3. Removal of a service shall be classified as a change to a service with the potential to have a major impact. Transfer of a service from the service provider to the customer or a different party shall be classified as a change with potential to have a major impact.
4. The service provider shall document and agree with the customer the definition of an emergency change. There shall be a documented procedure for managing emergency changes.
   1. Authorized staff member contacts Executive Management directly, defines the nature of the emergency and the change needed, as well as potentially affected departments and any known risks associated with the proposed change.
   2. Executive management evaluates risk, impact and benefits, then either denies the request or approves change concept and implementation of the change on an emergency basis.
   3. Authorized staff member performs steps a and b of the major change procedure, assigns resources designated or approved by Executive Management, and notifies stakeholders, including the default change authority, that an urgent change is taking place.
   4. Implementation proceeds.
   5. Change Manager ensures that the change request is completed appropriately following all appropriate steps of a major change as quickly as possible.
5. All changes to a service or service component shall be raised using a request for change. Requests for change shall have a defined scope.
6. All requests for change shall be recorded and classified. Requests for change classified as having the potential to have a major impact on the services or the customer shall be managed using the design and transition of new or changed services process. All other requests for change to CIs defined in the change management policy shall be managed using the change management process.
7. Requests for change shall be assessed using information from the change management process and other processes.
   1. The service provider and interested parties shall make decisions on the acceptance of requests for change. Decision-making shall take into consideration the risks, the potential impacts to services and the customer, service requirements, business benefits, technical feasibility and financial impact.
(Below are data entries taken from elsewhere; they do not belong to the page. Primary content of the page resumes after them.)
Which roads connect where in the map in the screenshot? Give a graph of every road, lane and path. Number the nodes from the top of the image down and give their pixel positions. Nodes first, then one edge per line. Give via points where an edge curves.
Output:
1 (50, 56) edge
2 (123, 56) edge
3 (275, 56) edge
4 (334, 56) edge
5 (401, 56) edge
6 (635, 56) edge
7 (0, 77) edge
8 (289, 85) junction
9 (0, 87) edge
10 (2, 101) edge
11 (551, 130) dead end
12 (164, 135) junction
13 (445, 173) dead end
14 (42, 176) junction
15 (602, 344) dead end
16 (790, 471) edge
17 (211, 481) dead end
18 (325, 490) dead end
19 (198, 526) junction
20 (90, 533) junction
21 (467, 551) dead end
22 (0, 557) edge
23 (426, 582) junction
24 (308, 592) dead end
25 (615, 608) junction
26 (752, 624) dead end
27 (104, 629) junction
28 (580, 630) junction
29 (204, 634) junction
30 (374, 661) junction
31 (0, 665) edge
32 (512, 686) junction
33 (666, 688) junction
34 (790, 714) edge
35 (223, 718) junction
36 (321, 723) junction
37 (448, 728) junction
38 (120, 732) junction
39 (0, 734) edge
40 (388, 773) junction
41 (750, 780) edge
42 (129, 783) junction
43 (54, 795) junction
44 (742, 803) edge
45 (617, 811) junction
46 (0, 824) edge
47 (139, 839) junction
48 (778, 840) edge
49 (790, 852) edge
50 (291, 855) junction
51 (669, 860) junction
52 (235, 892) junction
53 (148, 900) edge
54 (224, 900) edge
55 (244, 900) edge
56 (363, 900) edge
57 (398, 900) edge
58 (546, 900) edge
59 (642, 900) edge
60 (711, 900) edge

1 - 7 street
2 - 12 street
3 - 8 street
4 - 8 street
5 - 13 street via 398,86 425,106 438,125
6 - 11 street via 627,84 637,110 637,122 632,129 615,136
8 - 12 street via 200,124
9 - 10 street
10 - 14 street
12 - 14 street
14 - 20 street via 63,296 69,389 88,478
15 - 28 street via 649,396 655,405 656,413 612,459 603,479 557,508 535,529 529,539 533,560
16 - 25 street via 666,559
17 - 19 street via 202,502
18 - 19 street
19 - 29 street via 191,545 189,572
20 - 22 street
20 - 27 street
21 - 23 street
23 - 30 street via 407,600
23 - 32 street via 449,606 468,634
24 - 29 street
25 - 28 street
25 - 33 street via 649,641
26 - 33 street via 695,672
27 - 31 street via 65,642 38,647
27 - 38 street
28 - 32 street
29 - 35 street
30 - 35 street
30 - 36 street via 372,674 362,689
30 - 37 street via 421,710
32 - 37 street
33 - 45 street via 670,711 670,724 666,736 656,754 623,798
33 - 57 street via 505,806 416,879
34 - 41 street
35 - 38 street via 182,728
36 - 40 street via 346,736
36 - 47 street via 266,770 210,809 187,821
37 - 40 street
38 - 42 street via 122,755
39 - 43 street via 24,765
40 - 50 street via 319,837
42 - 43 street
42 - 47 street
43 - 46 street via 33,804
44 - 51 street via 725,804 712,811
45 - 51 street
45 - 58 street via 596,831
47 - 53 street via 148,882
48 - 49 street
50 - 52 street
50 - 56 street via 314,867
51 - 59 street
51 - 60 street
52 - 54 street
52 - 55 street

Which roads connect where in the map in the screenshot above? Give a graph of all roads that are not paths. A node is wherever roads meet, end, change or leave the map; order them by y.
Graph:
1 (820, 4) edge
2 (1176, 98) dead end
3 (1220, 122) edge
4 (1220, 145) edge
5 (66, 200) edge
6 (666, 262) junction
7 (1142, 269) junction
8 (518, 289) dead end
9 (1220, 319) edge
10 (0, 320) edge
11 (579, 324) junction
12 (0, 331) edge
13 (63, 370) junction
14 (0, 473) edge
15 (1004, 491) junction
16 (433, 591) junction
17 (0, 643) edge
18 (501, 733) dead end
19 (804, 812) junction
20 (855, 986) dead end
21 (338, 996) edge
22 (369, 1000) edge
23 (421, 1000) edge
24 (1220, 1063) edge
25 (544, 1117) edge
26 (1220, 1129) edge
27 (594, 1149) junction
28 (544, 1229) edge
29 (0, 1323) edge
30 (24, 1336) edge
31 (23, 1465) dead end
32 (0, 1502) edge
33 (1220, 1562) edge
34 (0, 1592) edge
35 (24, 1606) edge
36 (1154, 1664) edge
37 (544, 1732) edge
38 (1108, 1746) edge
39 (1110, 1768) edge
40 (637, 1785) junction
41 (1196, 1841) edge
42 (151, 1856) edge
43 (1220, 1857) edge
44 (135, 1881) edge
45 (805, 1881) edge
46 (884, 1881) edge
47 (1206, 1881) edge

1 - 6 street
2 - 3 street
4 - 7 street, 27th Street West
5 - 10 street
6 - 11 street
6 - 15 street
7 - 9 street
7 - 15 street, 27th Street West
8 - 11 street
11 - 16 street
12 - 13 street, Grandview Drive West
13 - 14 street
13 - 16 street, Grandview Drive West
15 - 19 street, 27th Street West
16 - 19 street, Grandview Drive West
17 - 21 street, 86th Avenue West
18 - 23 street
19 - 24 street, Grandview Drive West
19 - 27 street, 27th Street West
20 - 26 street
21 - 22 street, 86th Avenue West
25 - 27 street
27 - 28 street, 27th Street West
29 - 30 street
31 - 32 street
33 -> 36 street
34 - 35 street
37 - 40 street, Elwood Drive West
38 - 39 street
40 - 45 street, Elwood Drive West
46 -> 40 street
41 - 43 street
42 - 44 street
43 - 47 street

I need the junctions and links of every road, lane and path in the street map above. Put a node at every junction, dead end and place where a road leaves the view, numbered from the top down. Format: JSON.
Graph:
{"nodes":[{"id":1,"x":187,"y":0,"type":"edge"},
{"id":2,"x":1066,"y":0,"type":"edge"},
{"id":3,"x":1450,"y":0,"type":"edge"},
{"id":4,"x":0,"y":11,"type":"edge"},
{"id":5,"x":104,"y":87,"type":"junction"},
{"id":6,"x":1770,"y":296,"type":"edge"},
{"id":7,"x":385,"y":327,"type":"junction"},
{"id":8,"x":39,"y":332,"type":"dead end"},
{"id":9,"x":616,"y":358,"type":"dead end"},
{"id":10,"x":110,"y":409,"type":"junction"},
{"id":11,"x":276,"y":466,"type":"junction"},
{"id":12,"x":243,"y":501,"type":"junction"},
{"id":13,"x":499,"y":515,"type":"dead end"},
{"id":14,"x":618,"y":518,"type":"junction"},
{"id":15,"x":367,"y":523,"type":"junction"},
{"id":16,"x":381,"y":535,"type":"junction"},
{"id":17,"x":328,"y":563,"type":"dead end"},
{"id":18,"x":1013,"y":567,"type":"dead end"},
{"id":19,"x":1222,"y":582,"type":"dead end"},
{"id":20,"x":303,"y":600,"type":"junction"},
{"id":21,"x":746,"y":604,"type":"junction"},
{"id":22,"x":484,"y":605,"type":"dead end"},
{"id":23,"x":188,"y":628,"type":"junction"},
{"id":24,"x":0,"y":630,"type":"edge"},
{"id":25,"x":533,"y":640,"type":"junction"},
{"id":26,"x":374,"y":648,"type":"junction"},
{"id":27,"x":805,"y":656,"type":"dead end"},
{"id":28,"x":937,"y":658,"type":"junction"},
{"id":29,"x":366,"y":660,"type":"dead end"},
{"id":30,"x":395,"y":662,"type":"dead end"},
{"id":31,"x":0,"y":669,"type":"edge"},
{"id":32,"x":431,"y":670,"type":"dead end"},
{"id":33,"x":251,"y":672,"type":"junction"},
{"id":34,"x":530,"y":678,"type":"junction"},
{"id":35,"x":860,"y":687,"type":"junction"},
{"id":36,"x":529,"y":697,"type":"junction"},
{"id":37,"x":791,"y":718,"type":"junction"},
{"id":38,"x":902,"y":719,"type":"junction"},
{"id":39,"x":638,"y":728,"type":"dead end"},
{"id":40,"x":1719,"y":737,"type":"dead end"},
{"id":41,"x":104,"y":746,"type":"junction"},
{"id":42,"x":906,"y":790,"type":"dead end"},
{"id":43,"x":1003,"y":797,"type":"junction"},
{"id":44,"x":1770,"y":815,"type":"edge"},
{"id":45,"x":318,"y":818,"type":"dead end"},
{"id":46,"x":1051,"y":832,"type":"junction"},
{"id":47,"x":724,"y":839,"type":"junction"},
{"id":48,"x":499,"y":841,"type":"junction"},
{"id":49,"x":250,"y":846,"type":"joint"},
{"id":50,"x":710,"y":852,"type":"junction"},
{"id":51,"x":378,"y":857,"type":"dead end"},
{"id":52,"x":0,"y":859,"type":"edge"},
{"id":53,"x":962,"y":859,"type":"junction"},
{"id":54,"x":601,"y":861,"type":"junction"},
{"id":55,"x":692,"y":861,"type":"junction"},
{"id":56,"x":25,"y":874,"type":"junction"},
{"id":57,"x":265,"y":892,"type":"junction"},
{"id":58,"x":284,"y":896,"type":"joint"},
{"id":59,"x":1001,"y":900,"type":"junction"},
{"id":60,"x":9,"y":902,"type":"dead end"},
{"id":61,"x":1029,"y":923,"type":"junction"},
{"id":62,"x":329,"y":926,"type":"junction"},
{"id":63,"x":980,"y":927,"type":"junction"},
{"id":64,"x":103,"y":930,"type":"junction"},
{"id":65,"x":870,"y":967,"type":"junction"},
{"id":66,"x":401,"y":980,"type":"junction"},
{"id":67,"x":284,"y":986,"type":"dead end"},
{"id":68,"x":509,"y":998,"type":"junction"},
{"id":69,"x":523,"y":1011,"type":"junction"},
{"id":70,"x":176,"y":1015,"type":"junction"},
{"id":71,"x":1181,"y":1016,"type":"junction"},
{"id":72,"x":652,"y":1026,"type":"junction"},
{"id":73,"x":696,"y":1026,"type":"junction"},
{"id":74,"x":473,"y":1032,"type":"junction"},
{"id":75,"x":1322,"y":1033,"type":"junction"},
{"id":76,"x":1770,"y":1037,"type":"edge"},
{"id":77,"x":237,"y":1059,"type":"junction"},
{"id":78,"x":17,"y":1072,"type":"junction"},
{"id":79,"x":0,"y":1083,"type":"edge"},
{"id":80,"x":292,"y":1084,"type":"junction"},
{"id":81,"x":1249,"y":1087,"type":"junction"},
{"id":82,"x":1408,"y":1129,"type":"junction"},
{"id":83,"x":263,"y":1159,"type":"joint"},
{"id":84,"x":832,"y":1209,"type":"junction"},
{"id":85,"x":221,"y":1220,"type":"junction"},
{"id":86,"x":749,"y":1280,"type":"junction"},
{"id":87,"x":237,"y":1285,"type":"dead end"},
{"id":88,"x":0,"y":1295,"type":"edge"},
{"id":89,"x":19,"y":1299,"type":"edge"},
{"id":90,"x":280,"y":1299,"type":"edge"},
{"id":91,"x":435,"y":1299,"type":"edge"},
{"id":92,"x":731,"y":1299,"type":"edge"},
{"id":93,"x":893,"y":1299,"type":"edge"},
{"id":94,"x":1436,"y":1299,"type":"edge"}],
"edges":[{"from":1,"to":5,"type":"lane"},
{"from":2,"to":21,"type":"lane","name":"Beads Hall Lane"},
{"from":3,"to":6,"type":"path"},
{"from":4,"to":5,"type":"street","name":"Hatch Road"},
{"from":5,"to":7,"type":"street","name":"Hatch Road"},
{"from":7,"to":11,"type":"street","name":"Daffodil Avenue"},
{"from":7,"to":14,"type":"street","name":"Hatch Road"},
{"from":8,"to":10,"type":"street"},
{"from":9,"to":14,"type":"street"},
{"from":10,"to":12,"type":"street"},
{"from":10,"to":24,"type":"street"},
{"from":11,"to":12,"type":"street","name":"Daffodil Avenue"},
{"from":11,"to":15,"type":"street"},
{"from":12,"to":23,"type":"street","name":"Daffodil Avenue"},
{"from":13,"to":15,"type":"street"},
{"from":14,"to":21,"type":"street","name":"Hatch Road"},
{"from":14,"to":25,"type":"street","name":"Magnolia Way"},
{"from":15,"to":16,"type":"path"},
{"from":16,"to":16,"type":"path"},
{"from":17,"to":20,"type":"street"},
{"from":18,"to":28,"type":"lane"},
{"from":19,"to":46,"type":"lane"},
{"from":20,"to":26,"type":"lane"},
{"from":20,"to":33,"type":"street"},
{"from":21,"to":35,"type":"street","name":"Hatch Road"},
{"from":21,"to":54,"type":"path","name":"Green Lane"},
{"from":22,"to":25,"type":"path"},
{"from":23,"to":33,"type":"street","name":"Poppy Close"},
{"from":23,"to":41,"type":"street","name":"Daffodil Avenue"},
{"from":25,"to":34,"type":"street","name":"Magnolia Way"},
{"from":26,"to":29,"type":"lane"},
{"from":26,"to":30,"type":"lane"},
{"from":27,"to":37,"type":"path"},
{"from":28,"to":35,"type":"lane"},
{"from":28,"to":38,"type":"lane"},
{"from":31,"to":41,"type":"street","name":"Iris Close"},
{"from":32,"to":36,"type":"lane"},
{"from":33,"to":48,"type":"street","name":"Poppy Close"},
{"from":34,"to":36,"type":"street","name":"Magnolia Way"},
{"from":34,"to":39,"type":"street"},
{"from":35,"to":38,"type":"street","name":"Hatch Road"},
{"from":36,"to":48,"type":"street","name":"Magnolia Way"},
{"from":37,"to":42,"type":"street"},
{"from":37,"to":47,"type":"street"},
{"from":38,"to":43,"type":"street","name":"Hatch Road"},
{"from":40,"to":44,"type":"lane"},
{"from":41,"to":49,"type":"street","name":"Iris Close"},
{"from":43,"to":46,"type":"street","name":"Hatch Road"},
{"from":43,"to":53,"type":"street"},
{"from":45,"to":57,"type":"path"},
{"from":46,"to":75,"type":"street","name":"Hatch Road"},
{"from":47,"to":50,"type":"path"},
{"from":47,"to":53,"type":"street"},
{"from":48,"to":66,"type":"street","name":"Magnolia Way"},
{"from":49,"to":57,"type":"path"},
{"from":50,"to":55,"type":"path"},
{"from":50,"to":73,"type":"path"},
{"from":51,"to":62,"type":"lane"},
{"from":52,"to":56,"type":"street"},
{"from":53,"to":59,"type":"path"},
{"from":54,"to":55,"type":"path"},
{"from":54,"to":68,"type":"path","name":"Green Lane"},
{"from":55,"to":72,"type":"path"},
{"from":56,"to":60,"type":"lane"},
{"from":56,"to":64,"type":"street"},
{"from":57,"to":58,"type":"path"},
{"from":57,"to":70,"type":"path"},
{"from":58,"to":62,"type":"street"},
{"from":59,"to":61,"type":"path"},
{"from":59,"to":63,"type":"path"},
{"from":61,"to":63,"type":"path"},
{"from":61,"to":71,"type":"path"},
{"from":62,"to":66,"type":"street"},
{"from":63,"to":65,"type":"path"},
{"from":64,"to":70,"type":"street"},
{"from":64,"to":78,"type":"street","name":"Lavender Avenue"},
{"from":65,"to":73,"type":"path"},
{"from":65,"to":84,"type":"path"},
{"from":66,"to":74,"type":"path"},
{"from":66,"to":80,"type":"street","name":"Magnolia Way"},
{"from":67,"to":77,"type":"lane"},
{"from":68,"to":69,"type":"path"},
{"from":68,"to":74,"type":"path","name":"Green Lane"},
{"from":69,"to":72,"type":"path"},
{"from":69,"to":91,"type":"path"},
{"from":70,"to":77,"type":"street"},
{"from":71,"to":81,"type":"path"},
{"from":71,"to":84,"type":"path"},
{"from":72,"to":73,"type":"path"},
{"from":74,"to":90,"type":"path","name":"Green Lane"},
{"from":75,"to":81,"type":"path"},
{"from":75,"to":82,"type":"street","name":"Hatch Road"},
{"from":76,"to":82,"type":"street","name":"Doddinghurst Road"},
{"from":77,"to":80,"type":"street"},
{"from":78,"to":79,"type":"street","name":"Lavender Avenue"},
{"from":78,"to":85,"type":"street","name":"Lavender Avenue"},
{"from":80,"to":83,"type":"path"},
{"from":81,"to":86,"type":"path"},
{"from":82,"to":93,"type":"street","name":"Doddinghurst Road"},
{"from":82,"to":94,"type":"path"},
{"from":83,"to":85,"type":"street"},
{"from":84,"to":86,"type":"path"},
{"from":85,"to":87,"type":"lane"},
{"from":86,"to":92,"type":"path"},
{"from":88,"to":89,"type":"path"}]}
8. Approved changes shall be developed and tested.
9. A schedule of change containing details of the approved changes and their proposed deployment dates shall be established and communicated to interested parties. The schedule of change shall be used as the basis for planning the deployment of releases.
10. Requests for change shall be analyzed at planned intervals to detect trends. The results and conclusions drawn from the analysis shall be recorded and reviewed to identify opportunities for improvement.

Release and deployment management

1. The service provider shall establish and agree with the customer a release policy stating the frequency and type of releases.
2. The service provider shall plan with the customer and interested parties the deployment of new or changed services and service components into the live environment. Planning shall be coordinated with the change management process and include references to the related requests for change, known errors and problems which are being closed through the release. Planning shall include the dates for deployment of each release, deliverables and methods of deployment.
3. The service provider shall document and agree with the customer the definition of an emergency release. Emergency releases shall be managed according to a documented procedure that interfaces to the emergency change procedure.
4. Releases shall be built and tested prior to deployment. A controlled acceptance test environment shall be used for the building and testing of releases.